萧始说的也有道理,江倦思考了一下,“不行,我还是得上去看看,你要是害怕的话就留在这儿等我回来找你。”
萧始一听这话站了起来,腰不弯,腿也不软了。
他是个识时务的人,眼看着劝不动江倦,也只有跟去这一条路,否则两人分头行动,被留下的他就只有死路一条。

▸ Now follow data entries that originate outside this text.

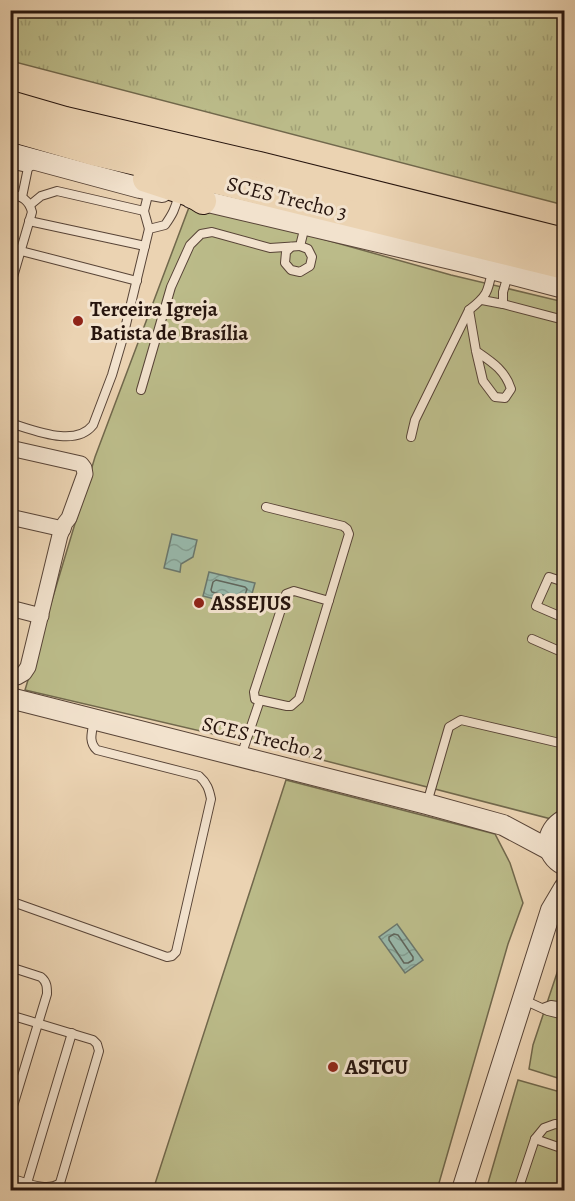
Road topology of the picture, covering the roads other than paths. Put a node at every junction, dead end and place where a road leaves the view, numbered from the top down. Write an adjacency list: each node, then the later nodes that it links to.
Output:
1 (10, 104): 17 (highway, SCES Trecho 3)
2 (10, 128): 3 (highway, SCES Trecho 3)
3 (93, 152): 11 (highway); 22 (highway, SCES Trecho 3)
4 (11, 161): 5 (street); 6 (lane)
5 (35, 165): 7 (street); 10 (lane)
6 (10, 180)
7 (150, 190): 9 (street); 13 (lane)
8 (10, 194): 10 (lane)
9 (178, 196): 11 (street); 16 (lane)
10 (22, 197): 12 (lane)
11 (203, 201): 15 (street)
12 (30, 205): 13 (lane); 14 (lane)
13 (144, 211): 16 (lane)
14 (29, 221): 18 (lane); 21 (lane)
15 (305, 225): 20 (lane); 23 (street)
16 (149, 229): 18 (lane)
17 (564, 241)
18 (145, 246): 24 (lane)
19 (291, 246): 20 (lane); 20 (lane); 32 (lane)
20 (300, 246)
21 (17, 255): 24 (lane); 25 (lane)
22 (564, 266)
23 (500, 271): 26 (street); 27 (lane); 28 (lane)
24 (136, 281): 33 (lane)
25 (10, 287)
26 (564, 288)
27 (482, 300): 28 (lane); 29 (lane)
28 (503, 304): 30 (lane)
29 (469, 310): 31 (lane); 34 (lane)
30 (564, 320)
31 (476, 351): 31 (lane)
32 (141, 390)
33 (10, 423)
34 (411, 437)
35 (10, 448): 38 (street)
36 (266, 507): 40 (lane)
37 (10, 518): 38 (street)
38 (63, 529): 42 (street)
39 (564, 582): 43 (lane)
40 (329, 601): 48 (lane); 48 (lane)
41 (10, 608): 42 (street)
42 (41, 616): 46 (street)
43 (564, 618)
44 (532, 639): 45 (lane)
45 (564, 653)
46 (10, 675)
47 (10, 698): 49 (street, SCES Trecho 2)
48 (260, 700): 51 (lane)
49 (94, 720): 51 (street, SCES Trecho 2); 57 (lane)
50 (564, 744): 52 (lane)
51 (241, 758): 52 (street, SCES Trecho 2)
52 (426, 804): 54 (street, SCES Trecho 2)
53 (561, 822): 54 (street, SCES Trecho 2); 55 (street)
54 (503, 825): 55 (street, SCES Trecho 2)
55 (555, 856): 58 (street)
56 (564, 888): 58 (street)
57 (10, 901)
58 (551, 910): 60 (street)
59 (10, 967): 65 (lane)
60 (523, 999): 62 (lane); 75 (street)
61 (564, 1007): 62 (lane)
62 (543, 1008): 64 (lane)
63 (10, 1015): 65 (lane)
64 (564, 1015)
65 (38, 1023): 66 (lane); 67 (lane)
66 (72, 1033): 72 (lane); 72 (lane)
67 (10, 1116)
68 (564, 1125): 69 (lane)
69 (535, 1138): 70 (lane); 76 (lane)
70 (564, 1149)
71 (10, 1178): 72 (lane)
72 (27, 1183)
73 (325, 1191): 74 (lane)
74 (339, 1191)
75 (462, 1191)
76 (518, 1191)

争执时,稚嫩的童声息了,只有皮球撞击地面的响声依然回荡在偌大的宅子里。
两人刚上到二楼,就觉身边一阵风拂过,皮球擦着两人的身子掉下了楼。
小女孩站在暗处,阴沉道:“球……把球还给我。”
萧始顿时全身起了层鸡皮疙瘩,“这也太渗人了,她怕不是只会这一句话吧?”
江倦没有多说什么,拖着死拽着他不放的萧始又下楼捡了皮球,回来的时候,小女孩却不见了踪影。